The brutal war in the heart of Africa -- in part a spin-off from the Hutu-Tutsi conflict that spawned the Rwanda genocide of 1994 -- is hampering badly needed growth and investment on the world's poorest continent.

The war has displaced at least 500,000 people internally and driven some 200,000 refugees from the country, according to United Nations estimates.

The rebels are backed by the armies of Rwanda and Uganda while Kabila has received support from Zimbabwe, Angola, Namibia and Chad.

Friday's agreement followed landmark direct talks between Congolese Foreign Minister Abdoulaye Yerodia and representatives of envoys of all three rebel groups battling to topple President Laurent Kabila.

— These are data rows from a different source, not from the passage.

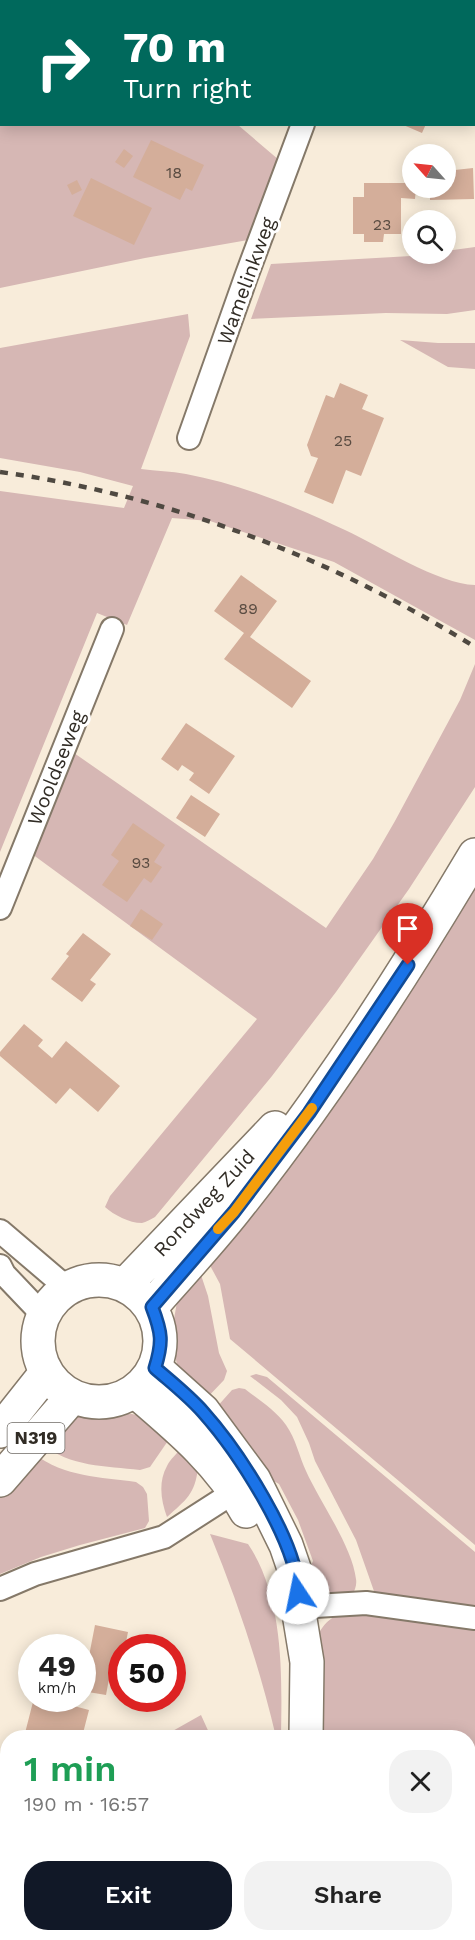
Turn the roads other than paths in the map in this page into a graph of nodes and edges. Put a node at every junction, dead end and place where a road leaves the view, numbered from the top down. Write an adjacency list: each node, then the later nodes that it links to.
1 (302, 126): 2 (street, Wamelinkweg)
2 (189, 438)
3 (112, 629): 5 (street, Wooldseweg)
4 (475, 855): 6 (main road, Rondweg Zuid)
5 (0, 908)
6 (398, 982): 9 (main road, Rondweg Zuid); 11 (main road, Rondweg Zuid)
7 (0, 1231): 10 (street)
8 (0, 1266): 12 (street)
9 (125, 1285): 10 (main road); 11 (main road)
10 (67, 1288): 12 (main road)
11 (152, 1307): 14 (main road)
12 (43, 1315): 13 (main road)
13 (46, 1373): 15 (main road, N319); 16 (main road, N319)
14 (145, 1380): 15 (main road, N319); 18 (main road)
15 (72, 1397): 17 (main road, N319)
16 (0, 1431)
17 (0, 1480)
18 (245, 1485): 19 (street); 20 (main road)
19 (0, 1590)
20 (298, 1607): 21 (street); 22 (main road)
21 (475, 1618)
22 (306, 1730)

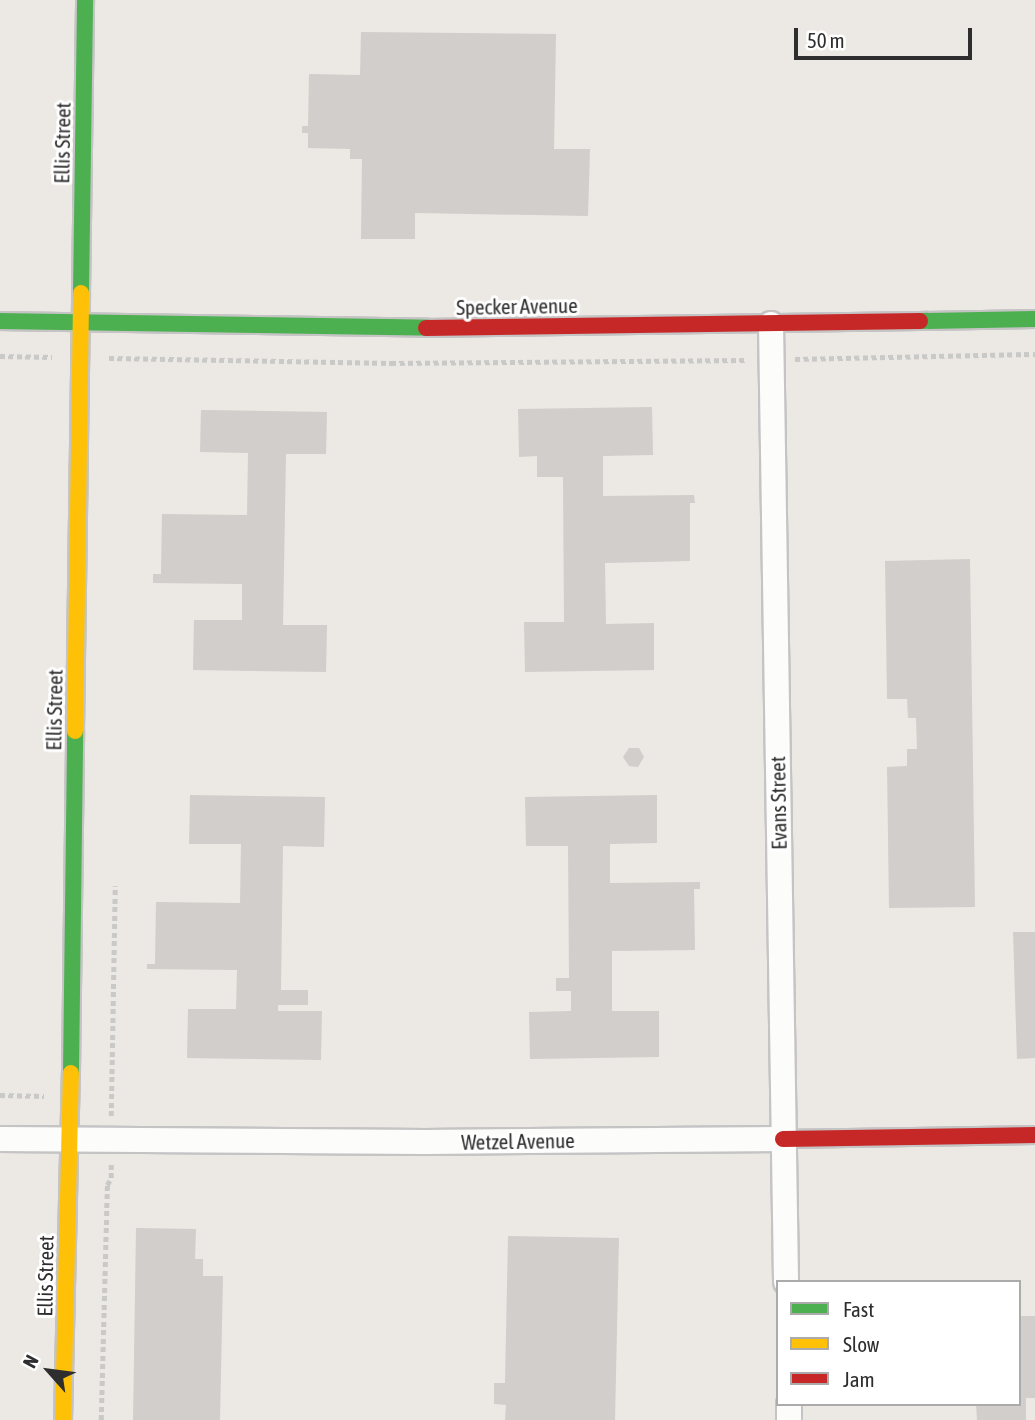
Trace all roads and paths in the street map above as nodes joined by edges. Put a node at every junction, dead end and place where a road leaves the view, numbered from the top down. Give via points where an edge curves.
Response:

The six-hour talks were the most prominent meeting between a senior Congolese official and rebels waging the 11-month war against Kabila's rule.

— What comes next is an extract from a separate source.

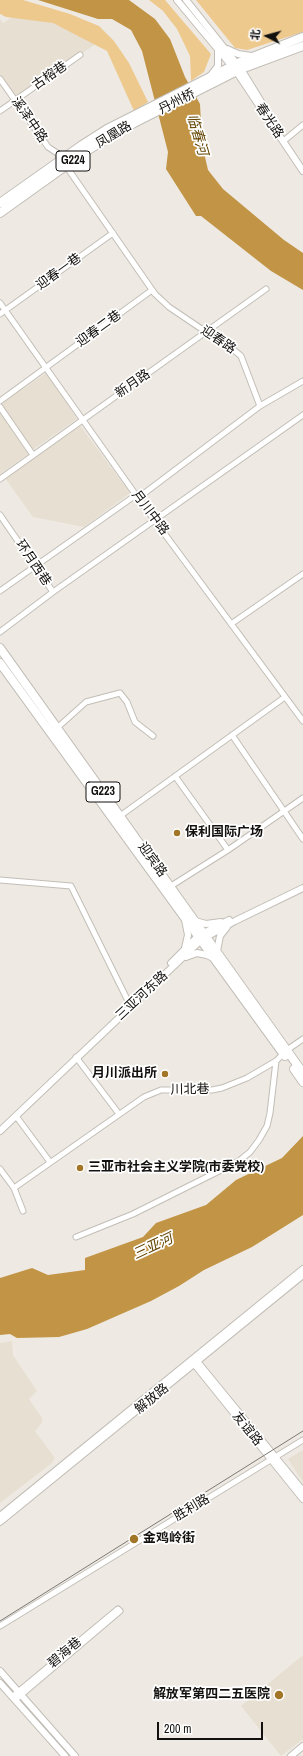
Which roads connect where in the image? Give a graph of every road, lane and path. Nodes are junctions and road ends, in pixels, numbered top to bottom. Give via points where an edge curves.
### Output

Both sides to the war hailed Friday's accord. Yerodia said it enshrined his government's authority over the whole of the nation's territory.

''I can tell you that I am very satisfied,'' Yerodia told Radio France Internationale.

''We arrived at formulations on which we are all agreed -- the necessity for the signing of a cease-fire, extension of authority of the state of the Democratic Republic of the Congo on all national territory,'' he said.

''After the signing of the cease-fire accord, all (rebel forces) who are on occupied national territory, including our own (armed) Congolese brothers, have no further reason to be there,'' Yerodia said.

He said the accord included modalities for their withdrawl, but he did not elaborate.

Bizima Karaha, security chief for the rebel Congolese Rally for Democracy (RCD), told Reuters the Congolese parties would present their agreement Saturday to African defense and foreign ministers who have been in Lusaka for the peace talks for a week.

''We have resolved our differences in regard to the question of a national army and jurisdiction by the government over rebel territory,'' Karaha said.

Karaha said they had agreed a new national army would be created out of the three rebel forces and government troops and that rebel territory would be returned to government control after the creation of a new army.

They also agreed that direct talks between Kabila and the rebel leaders would be an extension of the Lusaka peace process.